Впрочем, отступление не представляется возможным. Стеклянная дверь мешает.
— Хочу проникнуть в твой разум.
Ни единой насмешливой искры в черноте взора, ни тени веселья в кривой ухмылке, исказившей лицо.
— Давно проник, — облизываю пересохшие губы.
— Иначе, — бросает вкрадчиво.
Отпускает меня, позволяя малодушно вжаться в гладкую поверхность позади.
— Впервые не могу определить границу, — произносит неспешно, словно мысленно решая сложнейшую задачу. — Не уверен, как далеко способен зайти.
— Зато я уверена, дальше дозволенного не ступишь, — безбожно лгу.
В этот конкретный миг фон Вейганд пугает намного сильнее, чем раньше. В его руках нет ни ножа, ни плети. Никакого оружия. А я свободна и от кляпа, и от наручников. Никаких ограничений.
Но всё равно впервые испытаю такой всепоглощающий ужас.
Киевский офис, закрытое пространство частного самолёта, ледяные подземелья, чьи стены пропитали чужие мучения — всего
Страх накатывает волнами, обдаёт то жаром, то холодом. Дурманит, отбирая остатки воли, окутывает липкой паутиной.

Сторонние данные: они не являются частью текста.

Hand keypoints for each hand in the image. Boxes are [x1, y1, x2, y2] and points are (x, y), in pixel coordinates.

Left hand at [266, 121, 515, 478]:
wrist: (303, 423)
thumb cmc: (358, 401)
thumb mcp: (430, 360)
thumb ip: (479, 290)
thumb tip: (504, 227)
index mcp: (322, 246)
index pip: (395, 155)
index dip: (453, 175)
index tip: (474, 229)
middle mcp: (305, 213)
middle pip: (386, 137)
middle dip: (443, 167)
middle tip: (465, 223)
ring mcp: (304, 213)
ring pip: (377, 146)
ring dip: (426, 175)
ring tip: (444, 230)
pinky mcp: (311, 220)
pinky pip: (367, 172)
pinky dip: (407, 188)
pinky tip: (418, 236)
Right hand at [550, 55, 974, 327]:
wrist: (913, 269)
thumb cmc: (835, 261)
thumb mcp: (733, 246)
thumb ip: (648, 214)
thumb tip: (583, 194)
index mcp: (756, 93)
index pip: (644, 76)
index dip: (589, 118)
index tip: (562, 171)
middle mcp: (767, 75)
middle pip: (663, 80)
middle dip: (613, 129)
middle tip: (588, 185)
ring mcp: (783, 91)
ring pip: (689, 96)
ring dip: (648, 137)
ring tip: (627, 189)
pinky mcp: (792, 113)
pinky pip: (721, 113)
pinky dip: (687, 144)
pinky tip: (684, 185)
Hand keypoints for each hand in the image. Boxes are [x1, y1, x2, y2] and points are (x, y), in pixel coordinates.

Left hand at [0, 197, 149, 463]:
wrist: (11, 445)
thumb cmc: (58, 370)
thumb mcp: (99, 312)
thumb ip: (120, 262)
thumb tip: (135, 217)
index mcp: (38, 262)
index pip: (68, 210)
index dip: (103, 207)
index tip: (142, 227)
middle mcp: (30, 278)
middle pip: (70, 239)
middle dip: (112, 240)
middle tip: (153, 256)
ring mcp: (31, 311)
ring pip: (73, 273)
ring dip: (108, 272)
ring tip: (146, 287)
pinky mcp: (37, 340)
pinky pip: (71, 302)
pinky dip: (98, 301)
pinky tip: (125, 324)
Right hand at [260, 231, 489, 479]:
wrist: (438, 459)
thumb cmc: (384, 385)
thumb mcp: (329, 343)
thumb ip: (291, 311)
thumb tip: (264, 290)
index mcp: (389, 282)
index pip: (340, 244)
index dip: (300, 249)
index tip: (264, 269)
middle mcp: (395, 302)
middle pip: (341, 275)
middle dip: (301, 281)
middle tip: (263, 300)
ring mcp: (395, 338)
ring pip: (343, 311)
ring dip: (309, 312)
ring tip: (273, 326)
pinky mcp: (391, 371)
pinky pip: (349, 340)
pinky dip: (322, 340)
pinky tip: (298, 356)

Жуткое первобытное ощущение. То самое, которое до краёв наполняет сущность жертвы, когда на пути встречается кровожадный хищник.
Бежать. Бежать. Бежать.
Немой вопль отражается в каждом ударе пульса. Трепещет под взмокшей кожей, бьётся в гулко стрекочущем сердце.
Только никуда отсюда не деться. И дело не в дверях, не в замках, даже не в охране.
Без фон Вейганда жизни нет.
Просто, лаконично, понятно.
Если бежать, то к нему. На огонь, на верную смерть, на маячащий вдали эшафот. Сцена и декорации не принципиальны. Главное — он.
— Хочу, чтобы ты отдалась мне так, как никто и никогда в этом мире никому не отдавался.
Ровно, спокойно, практически безразлично, не повышая голоса, не совершая резких движений.
Маска не сорвана, однако теряет былую плотность, сквозь размытые контуры проступает истинный облик. Жестокий, эгоистичный, властный и…
Bloody hell. (Кровавый ад)
Глава 14.3
Даже высшее филологическое образование не позволяет подобрать нужное слово.
Нечто неуловимо меняется, и я не в силах это постичь. Не в силах проанализировать, ухватить и до конца размотать тончайшую нить.
Бедная маленькая девочка заперта тет-а-тет с монстром. С безжалостным чудовищем, с живым воплощением тьмы.
Что ей остаётся, кроме как…
— Бери, — говорю тихо, но отчётливо.
— Нельзя, — отвечает глухо. — Это сотрёт тебя.
Пальцы фон Вейганда вновь пленяют мои плечи, притягивают ближе, не встречая ни малейшего сопротивления, чертят неведомые рисунки на покрытой испариной спине.
— Я сотру тебя, — шепчет на ухо. — Этого не хочу.
— Вот и граница, — предательская дрожь сотрясает тело. — Ты её чувствуешь.
— Сейчас чувствую, — шумно выдыхает.
— Я в тебе не сомневаюсь, — закрываю глаза, чтобы не разрыдаться. — Уж поверь, просто так не сдамся, терпеть всякую хрень и молча обтекать тоже не стану.
— Иногда мне кажется, ты послана спасти меня, а иногда… — смеётся, искренне, беззаботно и всё же с долей грусти.
— Что? — осведомляюсь возмущённо. — Давай, признавайся!
— Я убивал. Этими руками, — крепче сжимает в объятьях. — Я пытал и уничтожал, отнимал жизни. Я ни о чём не жалею, не испытываю чувства вины. Помнишь? Я собой целиком и полностью доволен.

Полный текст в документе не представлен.